What to do. Return a copy of each line in the listing that includes the word "dead".

===== Available data =====

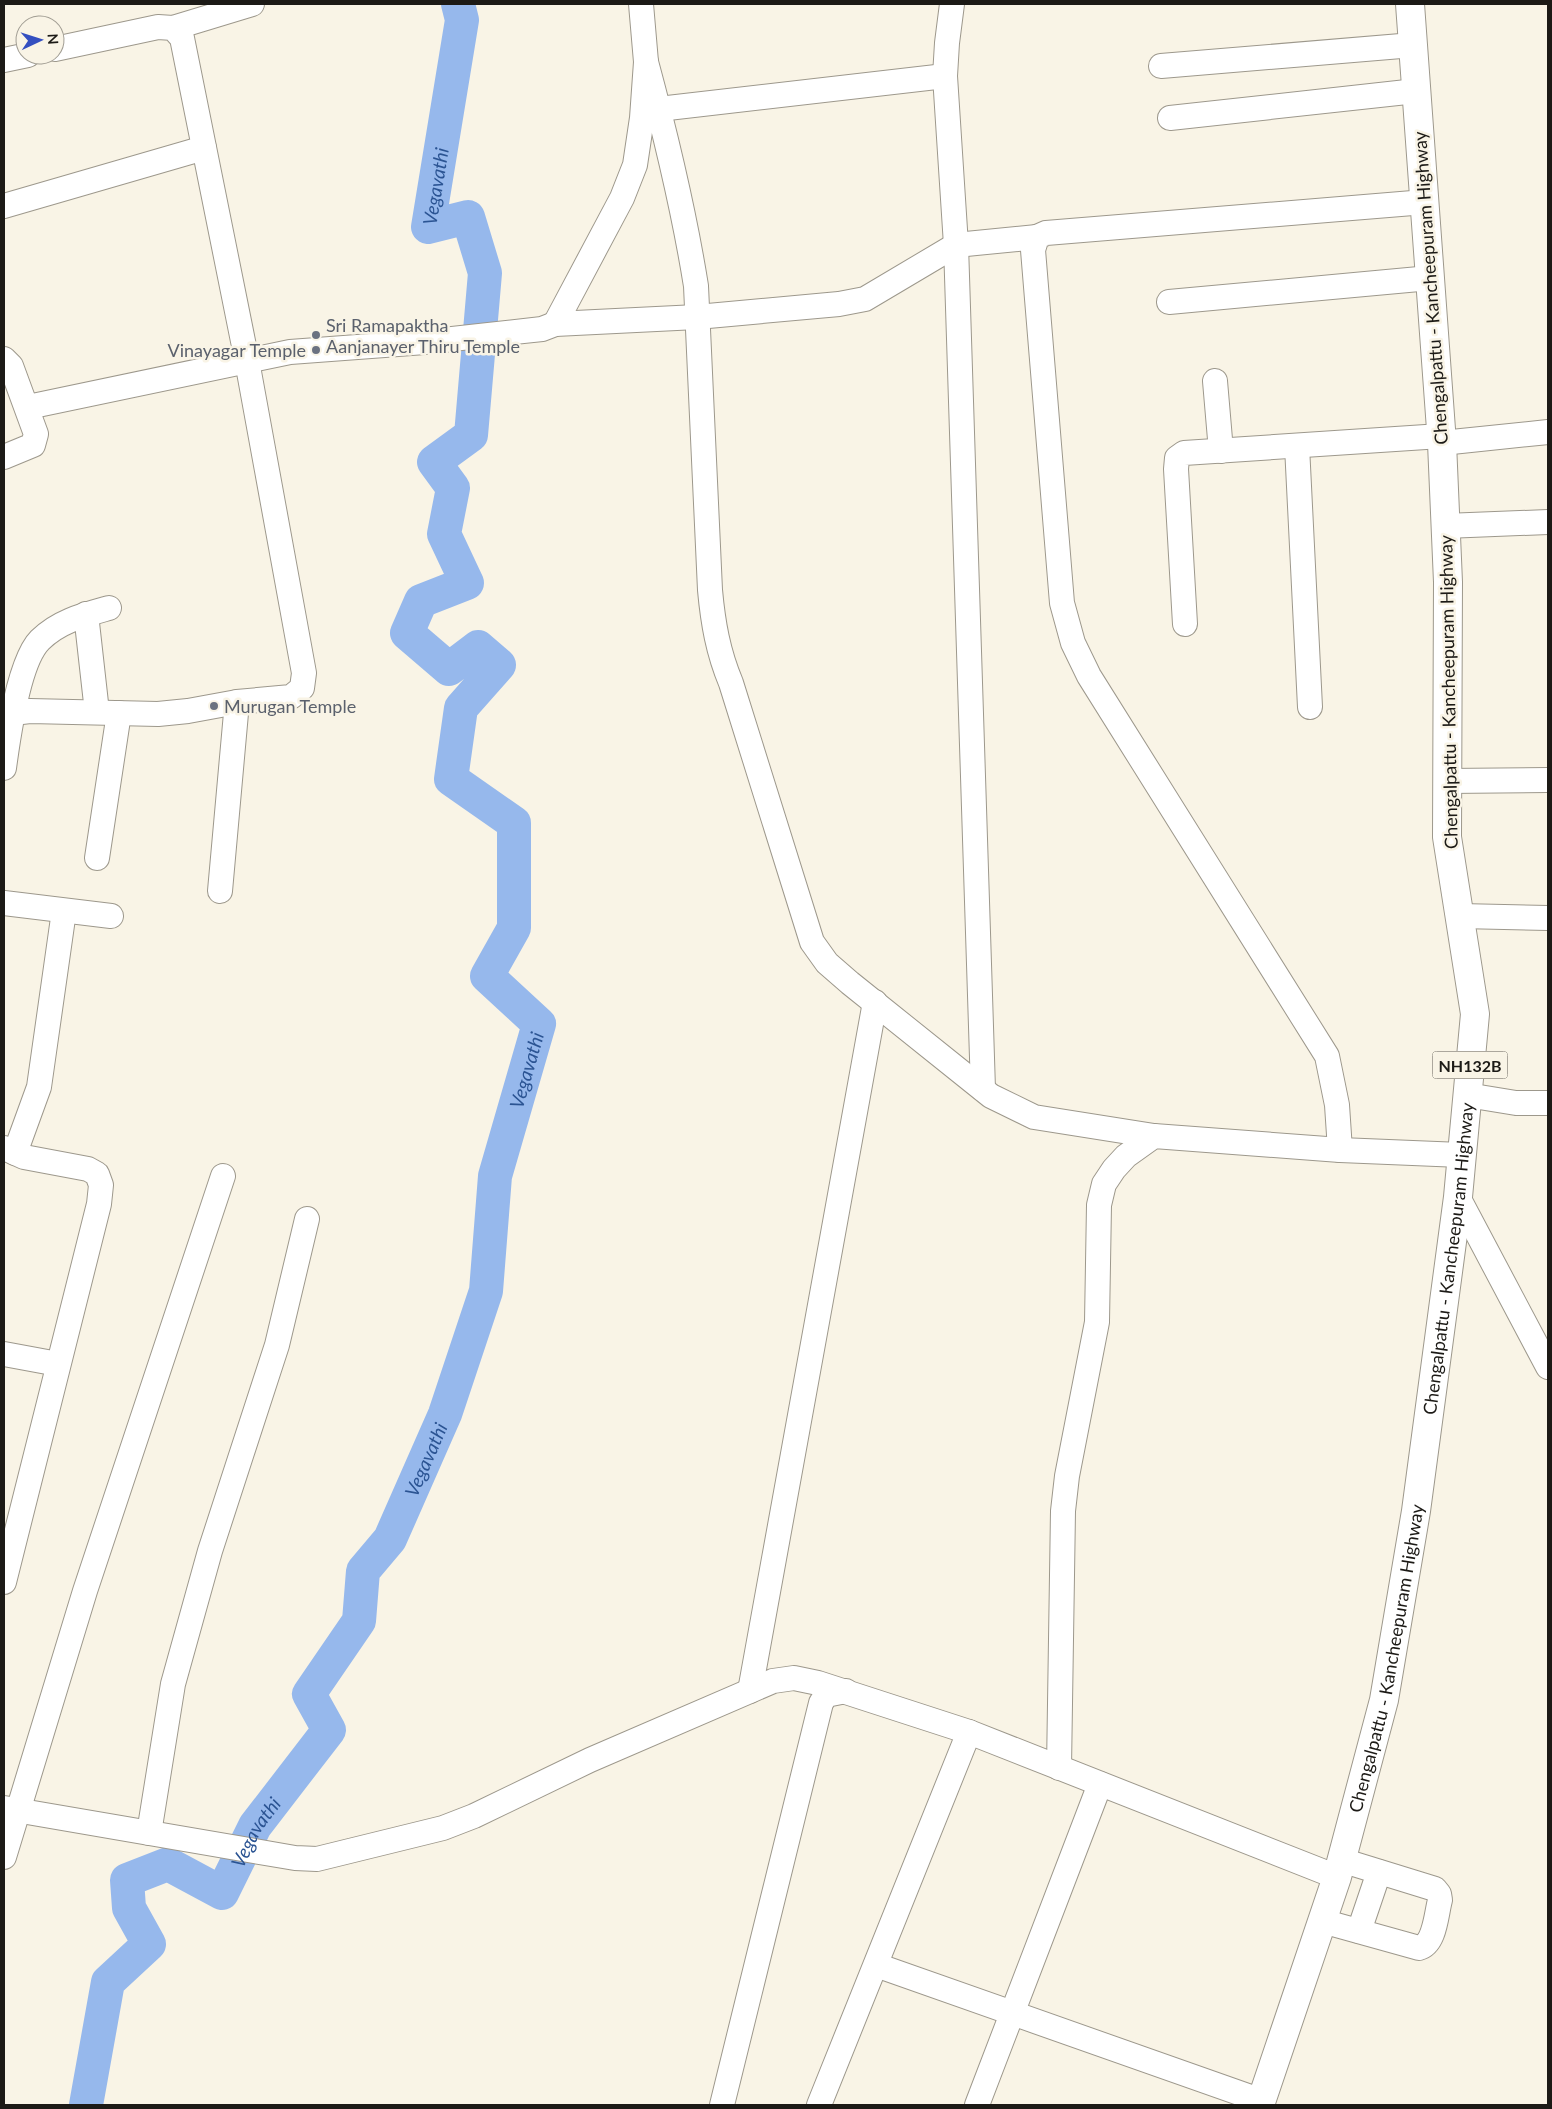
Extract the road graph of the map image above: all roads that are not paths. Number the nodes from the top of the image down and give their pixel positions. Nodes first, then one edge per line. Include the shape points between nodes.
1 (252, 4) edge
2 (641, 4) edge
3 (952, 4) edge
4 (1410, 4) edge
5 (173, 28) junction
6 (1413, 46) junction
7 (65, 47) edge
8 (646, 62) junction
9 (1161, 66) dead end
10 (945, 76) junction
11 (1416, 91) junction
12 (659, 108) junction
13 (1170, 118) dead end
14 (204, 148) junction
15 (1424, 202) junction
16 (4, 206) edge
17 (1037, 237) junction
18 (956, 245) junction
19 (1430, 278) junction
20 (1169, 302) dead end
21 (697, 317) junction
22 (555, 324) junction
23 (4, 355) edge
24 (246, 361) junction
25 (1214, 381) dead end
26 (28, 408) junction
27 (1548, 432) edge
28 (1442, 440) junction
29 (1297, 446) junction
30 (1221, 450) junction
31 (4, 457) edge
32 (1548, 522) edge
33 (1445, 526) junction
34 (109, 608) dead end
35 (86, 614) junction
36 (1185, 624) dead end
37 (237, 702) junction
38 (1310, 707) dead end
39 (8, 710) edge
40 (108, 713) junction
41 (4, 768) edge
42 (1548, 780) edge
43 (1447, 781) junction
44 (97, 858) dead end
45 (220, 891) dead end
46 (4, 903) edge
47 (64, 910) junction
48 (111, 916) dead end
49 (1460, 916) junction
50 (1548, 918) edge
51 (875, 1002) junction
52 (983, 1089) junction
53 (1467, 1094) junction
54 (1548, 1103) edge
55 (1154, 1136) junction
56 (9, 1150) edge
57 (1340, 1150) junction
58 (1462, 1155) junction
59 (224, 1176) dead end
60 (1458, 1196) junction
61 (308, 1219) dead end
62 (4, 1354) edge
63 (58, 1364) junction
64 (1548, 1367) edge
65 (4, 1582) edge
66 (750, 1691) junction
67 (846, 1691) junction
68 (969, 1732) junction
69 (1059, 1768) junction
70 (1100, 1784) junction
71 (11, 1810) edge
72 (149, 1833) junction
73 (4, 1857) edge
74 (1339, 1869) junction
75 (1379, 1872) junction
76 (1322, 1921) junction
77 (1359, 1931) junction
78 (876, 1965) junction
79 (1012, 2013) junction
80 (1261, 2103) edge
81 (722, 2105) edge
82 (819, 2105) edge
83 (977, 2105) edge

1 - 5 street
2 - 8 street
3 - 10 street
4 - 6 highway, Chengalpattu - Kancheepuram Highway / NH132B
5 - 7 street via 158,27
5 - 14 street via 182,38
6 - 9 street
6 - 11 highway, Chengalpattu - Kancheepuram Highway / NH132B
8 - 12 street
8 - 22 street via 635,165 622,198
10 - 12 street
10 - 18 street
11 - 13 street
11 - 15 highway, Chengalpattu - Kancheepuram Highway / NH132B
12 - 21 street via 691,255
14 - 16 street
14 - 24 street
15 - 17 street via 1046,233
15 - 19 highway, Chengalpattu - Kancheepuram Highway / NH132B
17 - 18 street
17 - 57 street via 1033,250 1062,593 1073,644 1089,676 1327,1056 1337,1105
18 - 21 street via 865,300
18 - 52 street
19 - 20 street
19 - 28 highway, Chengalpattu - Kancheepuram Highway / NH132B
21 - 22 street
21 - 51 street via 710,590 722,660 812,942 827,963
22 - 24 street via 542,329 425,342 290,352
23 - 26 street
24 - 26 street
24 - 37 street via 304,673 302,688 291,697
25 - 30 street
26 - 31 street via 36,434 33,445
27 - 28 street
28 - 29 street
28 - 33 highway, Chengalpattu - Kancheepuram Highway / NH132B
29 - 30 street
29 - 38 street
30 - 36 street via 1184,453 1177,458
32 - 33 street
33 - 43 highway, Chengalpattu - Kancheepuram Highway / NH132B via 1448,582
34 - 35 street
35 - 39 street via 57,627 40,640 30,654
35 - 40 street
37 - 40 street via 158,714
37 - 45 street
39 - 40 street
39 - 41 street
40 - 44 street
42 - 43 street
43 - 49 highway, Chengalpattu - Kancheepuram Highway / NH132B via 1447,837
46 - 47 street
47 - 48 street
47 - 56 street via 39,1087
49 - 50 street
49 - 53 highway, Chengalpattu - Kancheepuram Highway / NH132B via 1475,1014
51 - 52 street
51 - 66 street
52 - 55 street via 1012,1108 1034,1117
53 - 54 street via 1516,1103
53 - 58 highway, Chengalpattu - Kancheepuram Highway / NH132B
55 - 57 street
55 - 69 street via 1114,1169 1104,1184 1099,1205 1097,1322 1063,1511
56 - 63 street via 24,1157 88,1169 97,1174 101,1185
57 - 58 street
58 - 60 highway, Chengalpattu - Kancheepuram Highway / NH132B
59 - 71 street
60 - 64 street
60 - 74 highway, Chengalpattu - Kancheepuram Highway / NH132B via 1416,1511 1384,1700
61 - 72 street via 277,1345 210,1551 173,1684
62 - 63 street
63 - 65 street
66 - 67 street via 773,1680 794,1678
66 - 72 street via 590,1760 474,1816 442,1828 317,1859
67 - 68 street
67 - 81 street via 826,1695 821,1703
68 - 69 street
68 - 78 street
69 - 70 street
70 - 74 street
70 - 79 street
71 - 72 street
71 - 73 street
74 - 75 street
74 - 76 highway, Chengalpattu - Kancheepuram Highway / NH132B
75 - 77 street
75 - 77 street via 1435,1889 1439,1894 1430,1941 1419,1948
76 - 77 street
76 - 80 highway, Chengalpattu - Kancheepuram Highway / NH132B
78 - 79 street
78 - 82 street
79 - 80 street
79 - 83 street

=====

Written answer.
9 (1161, 66) dead end
13 (1170, 118) dead end
20 (1169, 302) dead end
25 (1214, 381) dead end
34 (109, 608) dead end
36 (1185, 624) dead end
38 (1310, 707) dead end
44 (97, 858) dead end
45 (220, 891) dead end
48 (111, 916) dead end
59 (224, 1176) dead end
61 (308, 1219) dead end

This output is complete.